Required work: Keeping every character in place, output all the data.

Supplied data:

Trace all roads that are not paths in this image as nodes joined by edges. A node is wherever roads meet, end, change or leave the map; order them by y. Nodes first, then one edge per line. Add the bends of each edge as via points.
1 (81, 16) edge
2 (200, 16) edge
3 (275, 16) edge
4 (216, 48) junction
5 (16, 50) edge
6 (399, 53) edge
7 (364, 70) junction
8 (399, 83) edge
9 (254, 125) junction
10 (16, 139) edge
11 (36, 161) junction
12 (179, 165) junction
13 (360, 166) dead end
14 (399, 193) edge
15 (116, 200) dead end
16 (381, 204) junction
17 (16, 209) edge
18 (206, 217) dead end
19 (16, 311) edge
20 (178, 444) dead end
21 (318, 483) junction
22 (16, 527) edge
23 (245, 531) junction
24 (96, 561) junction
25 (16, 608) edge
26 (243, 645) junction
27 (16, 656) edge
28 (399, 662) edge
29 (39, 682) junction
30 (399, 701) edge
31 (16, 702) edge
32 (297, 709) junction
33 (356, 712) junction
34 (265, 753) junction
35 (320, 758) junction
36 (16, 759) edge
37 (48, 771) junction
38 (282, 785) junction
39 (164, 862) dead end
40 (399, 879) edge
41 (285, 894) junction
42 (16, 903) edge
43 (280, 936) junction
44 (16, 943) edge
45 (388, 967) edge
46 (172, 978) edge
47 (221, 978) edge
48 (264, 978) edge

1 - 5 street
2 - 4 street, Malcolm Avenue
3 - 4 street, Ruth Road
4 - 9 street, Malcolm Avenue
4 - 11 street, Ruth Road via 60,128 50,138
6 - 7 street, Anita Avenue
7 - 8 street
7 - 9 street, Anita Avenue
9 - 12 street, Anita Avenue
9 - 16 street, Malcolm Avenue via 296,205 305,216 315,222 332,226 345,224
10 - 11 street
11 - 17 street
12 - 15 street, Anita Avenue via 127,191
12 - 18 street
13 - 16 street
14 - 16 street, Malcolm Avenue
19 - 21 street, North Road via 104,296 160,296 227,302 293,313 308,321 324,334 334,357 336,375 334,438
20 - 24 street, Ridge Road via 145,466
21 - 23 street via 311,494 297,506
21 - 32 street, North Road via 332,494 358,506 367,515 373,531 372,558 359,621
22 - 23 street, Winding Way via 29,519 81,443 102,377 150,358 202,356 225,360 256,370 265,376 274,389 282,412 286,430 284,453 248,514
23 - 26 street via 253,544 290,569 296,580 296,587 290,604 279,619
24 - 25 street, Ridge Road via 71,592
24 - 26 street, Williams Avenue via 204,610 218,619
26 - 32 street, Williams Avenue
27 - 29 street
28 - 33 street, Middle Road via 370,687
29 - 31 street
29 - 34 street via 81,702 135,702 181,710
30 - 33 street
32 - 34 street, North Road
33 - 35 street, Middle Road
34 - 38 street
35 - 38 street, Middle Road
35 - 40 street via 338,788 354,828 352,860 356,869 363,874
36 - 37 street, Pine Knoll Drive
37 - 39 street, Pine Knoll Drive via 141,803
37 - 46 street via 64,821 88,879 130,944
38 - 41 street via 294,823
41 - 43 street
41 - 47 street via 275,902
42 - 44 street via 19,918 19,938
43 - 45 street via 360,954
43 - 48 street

Expected answer:
Trace all roads that are not paths in this image as nodes joined by edges. A node is wherever roads meet, end, change or leave the map; order them by y. Nodes first, then one edge per line. Add the bends of each edge as via points.
1 (81, 16) edge
2 (200, 16) edge
3 (275, 16) edge
4 (216, 48) junction
5 (16, 50) edge
6 (399, 53) edge
7 (364, 70) junction
8 (399, 83) edge
9 (254, 125) junction
10 (16, 139) edge
11 (36, 161) junction
12 (179, 165) junction
13 (360, 166) dead end
14 (399, 193) edge
15 (116, 200) dead end
16 (381, 204) junction
17 (16, 209) edge
18 (206, 217) dead end
19 (16, 311) edge
20 (178, 444) dead end
21 (318, 483) junction
22 (16, 527) edge
23 (245, 531) junction
24 (96, 561) junction
25 (16, 608) edge
26 (243, 645) junction
27 (16, 656) edge
28 (399, 662) edge
29 (39, 682) junction
30 (399, 701) edge
31 (16, 702) edge
32 (297, 709) junction
33 (356, 712) junction
34 (265, 753) junction
35 (320, 758) junction
36 (16, 759) edge
37 (48, 771) junction
38 (282, 785) junction
39 (164, 862) dead end
40 (399, 879) edge
41 (285, 894) junction
42 (16, 903) edge
43 (280, 936) junction
44 (16, 943) edge
45 (388, 967) edge
46 (172, 978) edge
47 (221, 978) edge
48 (264, 978) edge

1 - 5 street
2 - 4 street, Malcolm Avenue
3 - 4 street, Ruth Road
4 - 9 street, Malcolm Avenue
4 - 11 street, Ruth Road via 60,128 50,138
6 - 7 street, Anita Avenue
7 - 8 street
7 - 9 street, Anita Avenue
9 - 12 street, Anita Avenue
9 - 16 street, Malcolm Avenue via 296,205 305,216 315,222 332,226 345,224
10 - 11 street
11 - 17 street
12 - 15 street, Anita Avenue via 127,191
12 - 18 street
13 - 16 street
14 - 16 street, Malcolm Avenue
19 - 21 street, North Road via 104,296 160,296 227,302 293,313 308,321 324,334 334,357 336,375 334,438
20 - 24 street, Ridge Road via 145,466
21 - 23 street via 311,494 297,506
21 - 32 street, North Road via 332,494 358,506 367,515 373,531 372,558 359,621
22 - 23 street, Winding Way via 29,519 81,443 102,377 150,358 202,356 225,360 256,370 265,376 274,389 282,412 286,430 284,453 248,514
23 - 26 street via 253,544 290,569 296,580 296,587 290,604 279,619
24 - 25 street, Ridge Road via 71,592
24 - 26 street, Williams Avenue via 204,610 218,619
26 - 32 street, Williams Avenue
27 - 29 street
28 - 33 street, Middle Road via 370,687
29 - 31 street
29 - 34 street via 81,702 135,702 181,710
30 - 33 street
32 - 34 street, North Road
33 - 35 street, Middle Road
34 - 38 street
35 - 38 street, Middle Road
35 - 40 street via 338,788 354,828 352,860 356,869 363,874
36 - 37 street, Pine Knoll Drive
37 - 39 street, Pine Knoll Drive via 141,803
37 - 46 street via 64,821 88,879 130,944
38 - 41 street via 294,823
41 - 43 street
41 - 47 street via 275,902
42 - 44 street via 19,918 19,938
43 - 45 street via 360,954
43 - 48 street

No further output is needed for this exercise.